Could every line of the data be printed exactly as it reads?

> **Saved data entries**
☆ ☆ ☆ ☆

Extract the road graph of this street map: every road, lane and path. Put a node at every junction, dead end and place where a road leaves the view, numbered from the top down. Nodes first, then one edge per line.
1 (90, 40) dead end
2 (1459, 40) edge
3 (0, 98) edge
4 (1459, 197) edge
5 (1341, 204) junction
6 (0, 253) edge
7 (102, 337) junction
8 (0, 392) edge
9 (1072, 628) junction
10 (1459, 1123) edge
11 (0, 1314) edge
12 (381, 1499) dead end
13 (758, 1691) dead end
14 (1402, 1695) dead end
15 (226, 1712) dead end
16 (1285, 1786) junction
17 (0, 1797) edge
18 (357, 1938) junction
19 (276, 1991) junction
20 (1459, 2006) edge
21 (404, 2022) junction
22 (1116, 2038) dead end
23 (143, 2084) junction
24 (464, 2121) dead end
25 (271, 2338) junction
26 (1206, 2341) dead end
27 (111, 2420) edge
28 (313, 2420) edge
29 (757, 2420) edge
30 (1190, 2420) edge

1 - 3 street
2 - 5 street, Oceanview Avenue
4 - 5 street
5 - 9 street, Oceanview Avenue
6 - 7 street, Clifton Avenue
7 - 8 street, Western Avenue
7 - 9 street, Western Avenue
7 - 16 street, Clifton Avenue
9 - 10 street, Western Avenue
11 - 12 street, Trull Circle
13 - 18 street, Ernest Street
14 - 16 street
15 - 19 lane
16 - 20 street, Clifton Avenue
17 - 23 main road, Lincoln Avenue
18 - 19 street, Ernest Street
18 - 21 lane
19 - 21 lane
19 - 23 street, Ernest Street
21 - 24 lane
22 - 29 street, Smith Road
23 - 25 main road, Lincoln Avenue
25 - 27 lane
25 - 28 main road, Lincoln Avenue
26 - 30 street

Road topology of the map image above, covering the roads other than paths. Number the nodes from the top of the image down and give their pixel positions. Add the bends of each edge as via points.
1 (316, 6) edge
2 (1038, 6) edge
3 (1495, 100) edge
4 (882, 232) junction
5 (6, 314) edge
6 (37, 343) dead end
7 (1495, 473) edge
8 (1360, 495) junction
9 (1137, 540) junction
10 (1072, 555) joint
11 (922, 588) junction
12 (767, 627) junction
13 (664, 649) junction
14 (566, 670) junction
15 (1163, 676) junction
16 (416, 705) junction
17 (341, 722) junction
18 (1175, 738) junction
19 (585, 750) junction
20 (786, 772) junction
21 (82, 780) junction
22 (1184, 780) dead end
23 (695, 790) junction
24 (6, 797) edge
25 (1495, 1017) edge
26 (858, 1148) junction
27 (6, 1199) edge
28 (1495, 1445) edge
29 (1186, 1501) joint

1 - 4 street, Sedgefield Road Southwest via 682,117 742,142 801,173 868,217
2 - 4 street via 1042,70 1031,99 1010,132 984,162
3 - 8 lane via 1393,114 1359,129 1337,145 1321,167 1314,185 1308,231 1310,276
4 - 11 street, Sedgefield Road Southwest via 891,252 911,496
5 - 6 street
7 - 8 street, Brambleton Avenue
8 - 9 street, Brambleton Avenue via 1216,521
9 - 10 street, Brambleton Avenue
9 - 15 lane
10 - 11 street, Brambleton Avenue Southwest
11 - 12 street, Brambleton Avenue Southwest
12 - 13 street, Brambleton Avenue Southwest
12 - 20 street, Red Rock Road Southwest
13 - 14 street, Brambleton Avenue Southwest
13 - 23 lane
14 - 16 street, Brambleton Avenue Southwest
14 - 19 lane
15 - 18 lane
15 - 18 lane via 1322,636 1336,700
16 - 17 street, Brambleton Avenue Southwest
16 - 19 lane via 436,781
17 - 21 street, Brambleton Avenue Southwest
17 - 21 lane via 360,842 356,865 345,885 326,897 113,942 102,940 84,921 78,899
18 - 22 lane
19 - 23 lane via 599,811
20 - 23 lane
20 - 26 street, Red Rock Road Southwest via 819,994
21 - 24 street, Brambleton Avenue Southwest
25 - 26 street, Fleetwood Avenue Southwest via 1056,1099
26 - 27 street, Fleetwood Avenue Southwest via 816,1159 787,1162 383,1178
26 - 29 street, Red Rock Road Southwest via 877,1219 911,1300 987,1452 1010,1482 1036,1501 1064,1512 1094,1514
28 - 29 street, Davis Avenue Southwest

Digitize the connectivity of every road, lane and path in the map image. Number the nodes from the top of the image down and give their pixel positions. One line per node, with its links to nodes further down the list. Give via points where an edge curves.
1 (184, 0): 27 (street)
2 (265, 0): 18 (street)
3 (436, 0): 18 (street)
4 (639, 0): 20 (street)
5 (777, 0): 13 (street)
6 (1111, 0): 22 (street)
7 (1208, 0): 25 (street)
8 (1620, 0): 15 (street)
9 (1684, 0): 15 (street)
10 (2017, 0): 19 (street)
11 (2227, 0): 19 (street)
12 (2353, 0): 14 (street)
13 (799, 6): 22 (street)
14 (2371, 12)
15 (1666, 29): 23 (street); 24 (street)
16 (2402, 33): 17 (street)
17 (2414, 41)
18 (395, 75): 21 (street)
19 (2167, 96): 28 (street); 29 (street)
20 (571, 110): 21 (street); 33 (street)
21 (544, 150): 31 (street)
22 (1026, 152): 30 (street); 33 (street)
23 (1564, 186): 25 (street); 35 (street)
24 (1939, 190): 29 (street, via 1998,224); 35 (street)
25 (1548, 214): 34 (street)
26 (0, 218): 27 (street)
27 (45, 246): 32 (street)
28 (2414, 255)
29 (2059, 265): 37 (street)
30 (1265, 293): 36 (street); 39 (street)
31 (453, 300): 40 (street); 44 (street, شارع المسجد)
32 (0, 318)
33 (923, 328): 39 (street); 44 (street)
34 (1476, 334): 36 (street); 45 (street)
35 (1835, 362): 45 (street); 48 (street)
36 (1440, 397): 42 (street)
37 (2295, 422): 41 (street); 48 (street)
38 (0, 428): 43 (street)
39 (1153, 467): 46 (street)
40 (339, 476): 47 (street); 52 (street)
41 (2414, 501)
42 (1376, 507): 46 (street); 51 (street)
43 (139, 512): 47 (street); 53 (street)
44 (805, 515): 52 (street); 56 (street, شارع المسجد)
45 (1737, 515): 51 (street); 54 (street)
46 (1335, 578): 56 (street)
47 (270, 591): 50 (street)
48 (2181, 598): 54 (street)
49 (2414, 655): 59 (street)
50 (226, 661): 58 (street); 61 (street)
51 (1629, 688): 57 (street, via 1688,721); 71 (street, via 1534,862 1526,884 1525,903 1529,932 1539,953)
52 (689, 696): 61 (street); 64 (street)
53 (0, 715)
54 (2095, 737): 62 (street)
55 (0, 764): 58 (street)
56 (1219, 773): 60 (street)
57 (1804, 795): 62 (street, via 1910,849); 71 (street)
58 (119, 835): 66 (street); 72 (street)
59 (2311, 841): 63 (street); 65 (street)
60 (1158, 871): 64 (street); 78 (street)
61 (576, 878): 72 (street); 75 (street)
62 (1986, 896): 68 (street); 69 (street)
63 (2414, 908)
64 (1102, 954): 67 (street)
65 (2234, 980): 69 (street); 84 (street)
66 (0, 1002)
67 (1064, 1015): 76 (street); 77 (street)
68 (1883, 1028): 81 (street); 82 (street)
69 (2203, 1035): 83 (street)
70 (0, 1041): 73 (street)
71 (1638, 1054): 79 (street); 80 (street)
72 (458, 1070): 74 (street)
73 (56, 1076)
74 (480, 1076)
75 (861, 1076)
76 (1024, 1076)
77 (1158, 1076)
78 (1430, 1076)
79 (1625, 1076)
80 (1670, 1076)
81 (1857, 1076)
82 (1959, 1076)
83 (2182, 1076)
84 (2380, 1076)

☆ ☆ ☆ ☆

> **Exercise output**
Extract the road graph of this street map: every road, lane and path. Put a node at every junction, dead end and place where a road leaves the view, numbered from the top down. Nodes first, then one edge per line.
1 (90, 40) dead end
2 (1459, 40) edge
3 (0, 98) edge
4 (1459, 197) edge
5 (1341, 204) junction
6 (0, 253) edge
7 (102, 337) junction
8 (0, 392) edge
9 (1072, 628) junction
10 (1459, 1123) edge
11 (0, 1314) edge
12 (381, 1499) dead end
13 (758, 1691) dead end
14 (1402, 1695) dead end
15 (226, 1712) dead end
16 (1285, 1786) junction
17 (0, 1797) edge
18 (357, 1938) junction
19 (276, 1991) junction
20 (1459, 2006) edge
21 (404, 2022) junction
22 (1116, 2038) dead end
23 (143, 2084) junction
24 (464, 2121) dead end
25 (271, 2338) junction
26 (1206, 2341) dead end
27 (111, 2420) edge
28 (313, 2420) edge
29 (757, 2420) edge
30 (1190, 2420) edge

1 - 3 street
2 - 5 street, Oceanview Avenue
4 - 5 street
5 - 9 street, Oceanview Avenue
6 - 7 street, Clifton Avenue
7 - 8 street, Western Avenue
7 - 9 street, Western Avenue
7 - 16 street, Clifton Avenue
9 - 10 street, Western Avenue
11 - 12 street, Trull Circle
13 - 18 street, Ernest Street
14 - 16 street
15 - 19 lane
16 - 20 street, Clifton Avenue
17 - 23 main road, Lincoln Avenue
18 - 19 street, Ernest Street
18 - 21 lane
19 - 21 lane
19 - 23 street, Ernest Street
21 - 24 lane
22 - 29 street, Smith Road
23 - 25 main road, Lincoln Avenue
25 - 27 lane
25 - 28 main road, Lincoln Avenue
26 - 30 street

Road topology of the map image above, covering the roads other than paths. Number the nodes from the top of the image down and give their pixel positions. Add the bends of each edge as via points.
1 (316, 6) edge
2 (1038, 6) edge
3 (1495, 100) edge
4 (882, 232) junction
5 (6, 314) edge
6 (37, 343) dead end
7 (1495, 473) edge
8 (1360, 495) junction
9 (1137, 540) junction
10 (1072, 555) joint
11 (922, 588) junction
12 (767, 627) junction
13 (664, 649) junction
14 (566, 670) junction
15 (1163, 676) junction
16 (416, 705) junction
17 (341, 722) junction
18 (1175, 738) junction
19 (585, 750) junction
20 (786, 772) junction
21 (82, 780) junction
22 (1184, 780) dead end
23 (695, 790) junction
24 (6, 797) edge
25 (1495, 1017) edge
26 (858, 1148) junction
27 (6, 1199) edge
28 (1495, 1445) edge
29 (1186, 1501) joint

1 - 4 street, Sedgefield Road Southwest via 682,117 742,142 801,173 868,217
2 - 4 street via 1042,70 1031,99 1010,132 984,162
3 - 8 lane via 1393,114 1359,129 1337,145 1321,167 1314,185 1308,231 1310,276
4 - 11 street, Sedgefield Road Southwest via 891,252 911,496
5 - 6 street
7 - 8 street, Brambleton Avenue
8 - 9 street, Brambleton Avenue via 1216,521
9 - 10 street, Brambleton Avenue
9 - 15 lane
10 - 11 street, Brambleton Avenue Southwest
11 - 12 street, Brambleton Avenue Southwest
12 - 13 street, Brambleton Avenue Southwest
12 - 20 street, Red Rock Road Southwest
13 - 14 street, Brambleton Avenue Southwest
13 - 23 lane
14 - 16 street, Brambleton Avenue Southwest
14 - 19 lane
15 - 18 lane
15 - 18 lane via 1322,636 1336,700
16 - 17 street, Brambleton Avenue Southwest
16 - 19 lane via 436,781
17 - 21 street, Brambleton Avenue Southwest
17 - 21 lane via 360,842 356,865 345,885 326,897 113,942 102,940 84,921 78,899
18 - 22 lane
19 - 23 lane via 599,811
20 - 23 lane
20 - 26 street, Red Rock Road Southwest via 819,994
21 - 24 street, Brambleton Avenue Southwest
25 - 26 street, Fleetwood Avenue Southwest via 1056,1099
26 - 27 street, Fleetwood Avenue Southwest via 816,1159 787,1162 383,1178
26 - 29 street, Red Rock Road Southwest via 877,1219 911,1300 987,1452 1010,1482 1036,1501 1064,1512 1094,1514
28 - 29 street, Davis Avenue Southwest

Digitize the connectivity of every road, lane and path in the map image. Number the nodes from the top of the image down and give their pixel positions. One line per node, with its links to nodes further down the list. Give via points where an edge curves.
1 (184, 0): 27 (street)
2 (265, 0): 18 (street)
3 (436, 0): 18 (street)
4 (639, 0): 20 (street)
5 (777, 0): 13 (street)
6 (1111, 0): 22 (street)
7 (1208, 0): 25 (street)
8 (1620, 0): 15 (street)
9 (1684, 0): 15 (street)
10 (2017, 0): 19 (street)
11 (2227, 0): 19 (street)
12 (2353, 0): 14 (street)
13 (799, 6): 22 (street)
14 (2371, 12)
15 (1666, 29): 23 (street); 24 (street)
16 (2402, 33): 17 (street)
17 (2414, 41)
18 (395, 75): 21 (street)
19 (2167, 96): 28 (street); 29 (street)
20 (571, 110): 21 (street); 33 (street)
21 (544, 150): 31 (street)
22 (1026, 152): 30 (street); 33 (street)
23 (1564, 186): 25 (street); 35 (street)
24 (1939, 190): 29 (street, via 1998,224); 35 (street)
25 (1548, 214): 34 (street)
26 (0, 218): 27 (street)
27 (45, 246): 32 (street)
28 (2414, 255)
29 (2059, 265): 37 (street)
30 (1265, 293): 36 (street); 39 (street)
31 (453, 300): 40 (street); 44 (street, شارع المسجد)
32 (0, 318)
33 (923, 328): 39 (street); 44 (street)
34 (1476, 334): 36 (street); 45 (street)
35 (1835, 362): 45 (street); 48 (street)
36 (1440, 397): 42 (street)
37 (2295, 422): 41 (street); 48 (street)
38 (0, 428): 43 (street)
39 (1153, 467): 46 (street)
40 (339, 476): 47 (street); 52 (street)
41 (2414, 501)
42 (1376, 507): 46 (street); 51 (street)
43 (139, 512): 47 (street); 53 (street)
44 (805, 515): 52 (street); 56 (street, شارع المسجد)
45 (1737, 515): 51 (street); 54 (street)
46 (1335, 578): 56 (street)
47 (270, 591): 50 (street)
48 (2181, 598): 54 (street)
49 (2414, 655): 59 (street)
50 (226, 661): 58 (street); 61 (street)
51 (1629, 688): 57 (street, via 1688,721); 71 (street, via 1534,862 1526,884 1525,903 1529,932 1539,953)
52 (689, 696): 61 (street); 64 (street)
53 (0, 715)
54 (2095, 737): 62 (street)
55 (0, 764): 58 (street)
56 (1219, 773): 60 (street)
57 (1804, 795): 62 (street, via 1910,849); 71 (street)
58 (119, 835): 66 (street); 72 (street)
59 (2311, 841): 63 (street); 65 (street)
60 (1158, 871): 64 (street); 78 (street)
61 (576, 878): 72 (street); 75 (street)
62 (1986, 896): 68 (street); 69 (street)
63 (2414, 908)
64 (1102, 954): 67 (street)
65 (2234, 980): 69 (street); 84 (street)
66 (0, 1002)
67 (1064, 1015): 76 (street); 77 (street)
68 (1883, 1028): 81 (street); 82 (street)
69 (2203, 1035): 83 (street)
70 (0, 1041): 73 (street)
71 (1638, 1054): 79 (street); 80 (street)
72 (458, 1070): 74 (street)
73 (56, 1076)
74 (480, 1076)
75 (861, 1076)
76 (1024, 1076)
77 (1158, 1076)
78 (1430, 1076)
79 (1625, 1076)
80 (1670, 1076)
81 (1857, 1076)
82 (1959, 1076)
83 (2182, 1076)
84 (2380, 1076)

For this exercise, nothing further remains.